Türkiye’s Defence Industry President Haluk Görgün has formally announced the export of the HÜRJET jet trainer via social media, confirming a landmark development for the country’s defence industry. With this agreement, Türkiye has, for the first time, secured the sale of an aircraft to a country that is both a European Union and NATO member.
Under the agreement, HÜRJET has been selected by the Spanish Air and Space Force as part of a 30-aircraft procurement package. The programme carries a total project value of €2.6 billion, with deliveries planned to begin in 2028.
The contract goes well beyond the sale of aircraft alone. It encompasses an integrated advanced pilot training architecture, including ground-based simulation and training systems, a comprehensive maintenance and sustainment infrastructure, and long-term operational support elements. In this respect, the HÜRJET programme represents a high value-added, multi-dimensional defence export rather than a conventional platform sale.
The induction of a jet trainer designed and produced entirely with national resources into the inventory of a European and NATO air force underlines the level Türkiye has reached in aircraft design, manufacturing, system integration, certification, and long-term sustainability. It also reflects growing international confidence in the maturity of Türkiye’s aerospace ecosystem.

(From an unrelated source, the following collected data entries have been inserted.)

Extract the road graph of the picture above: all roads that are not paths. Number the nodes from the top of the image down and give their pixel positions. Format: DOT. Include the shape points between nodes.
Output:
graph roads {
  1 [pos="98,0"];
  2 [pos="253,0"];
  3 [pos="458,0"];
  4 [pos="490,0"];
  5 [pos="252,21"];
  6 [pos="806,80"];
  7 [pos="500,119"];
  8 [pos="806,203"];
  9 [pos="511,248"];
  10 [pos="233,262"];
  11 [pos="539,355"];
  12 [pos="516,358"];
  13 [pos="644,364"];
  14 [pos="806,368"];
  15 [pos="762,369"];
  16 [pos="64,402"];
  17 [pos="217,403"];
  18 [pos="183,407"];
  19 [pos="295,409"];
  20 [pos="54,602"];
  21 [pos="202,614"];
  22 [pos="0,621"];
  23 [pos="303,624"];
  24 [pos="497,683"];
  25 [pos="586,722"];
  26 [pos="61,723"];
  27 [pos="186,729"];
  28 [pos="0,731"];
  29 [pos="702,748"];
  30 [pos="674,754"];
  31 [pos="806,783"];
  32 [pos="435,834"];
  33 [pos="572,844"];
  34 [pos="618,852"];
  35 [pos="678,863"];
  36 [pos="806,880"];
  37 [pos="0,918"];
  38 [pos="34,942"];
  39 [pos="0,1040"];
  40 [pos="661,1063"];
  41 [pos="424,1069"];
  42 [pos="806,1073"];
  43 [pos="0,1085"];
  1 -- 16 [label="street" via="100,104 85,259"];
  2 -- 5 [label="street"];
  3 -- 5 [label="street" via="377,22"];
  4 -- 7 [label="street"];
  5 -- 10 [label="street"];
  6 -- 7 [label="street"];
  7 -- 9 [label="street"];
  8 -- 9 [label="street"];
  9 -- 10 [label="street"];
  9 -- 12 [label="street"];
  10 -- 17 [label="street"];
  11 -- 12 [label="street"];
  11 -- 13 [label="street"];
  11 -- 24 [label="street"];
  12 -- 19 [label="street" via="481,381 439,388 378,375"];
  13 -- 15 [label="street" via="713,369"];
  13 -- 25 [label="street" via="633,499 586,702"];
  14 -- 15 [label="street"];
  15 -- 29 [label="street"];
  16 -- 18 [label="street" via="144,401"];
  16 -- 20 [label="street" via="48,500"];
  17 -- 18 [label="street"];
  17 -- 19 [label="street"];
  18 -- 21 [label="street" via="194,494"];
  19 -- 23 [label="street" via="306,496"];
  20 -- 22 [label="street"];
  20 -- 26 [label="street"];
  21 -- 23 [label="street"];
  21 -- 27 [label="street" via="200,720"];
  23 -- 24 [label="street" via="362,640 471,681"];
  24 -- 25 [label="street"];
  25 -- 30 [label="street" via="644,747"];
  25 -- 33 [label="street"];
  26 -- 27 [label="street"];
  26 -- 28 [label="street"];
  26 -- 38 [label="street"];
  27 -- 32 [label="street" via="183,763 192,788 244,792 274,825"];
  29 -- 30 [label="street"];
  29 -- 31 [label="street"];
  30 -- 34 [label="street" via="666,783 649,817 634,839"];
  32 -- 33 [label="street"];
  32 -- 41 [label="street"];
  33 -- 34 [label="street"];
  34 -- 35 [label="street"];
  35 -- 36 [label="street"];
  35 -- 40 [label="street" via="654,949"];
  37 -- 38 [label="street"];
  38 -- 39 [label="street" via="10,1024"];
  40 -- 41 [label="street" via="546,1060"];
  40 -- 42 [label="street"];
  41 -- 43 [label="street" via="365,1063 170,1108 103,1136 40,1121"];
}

No specific figures were provided in the announcement regarding Türkiye’s realised defence exports for 2025. However, should the financial value of the HÜRJET programme be reflected in that year’s export statistics, Türkiye would be positioned to surpass the $10 billion defence export threshold in 2025. This places the agreement not only as a symbolic milestone, but as one with potentially transformative macro-economic impact.
With HÜRJET, Türkiye continues its transition into a country capable of developing, producing, and exporting high-technology air platforms, while its defence exports advance to a new qualitative and quantitative level. Defence Industry President Haluk Görgün credited the achievement to the engineers and technicians involved, as well as the Turkish Aerospace Industries family and all contributing stakeholders.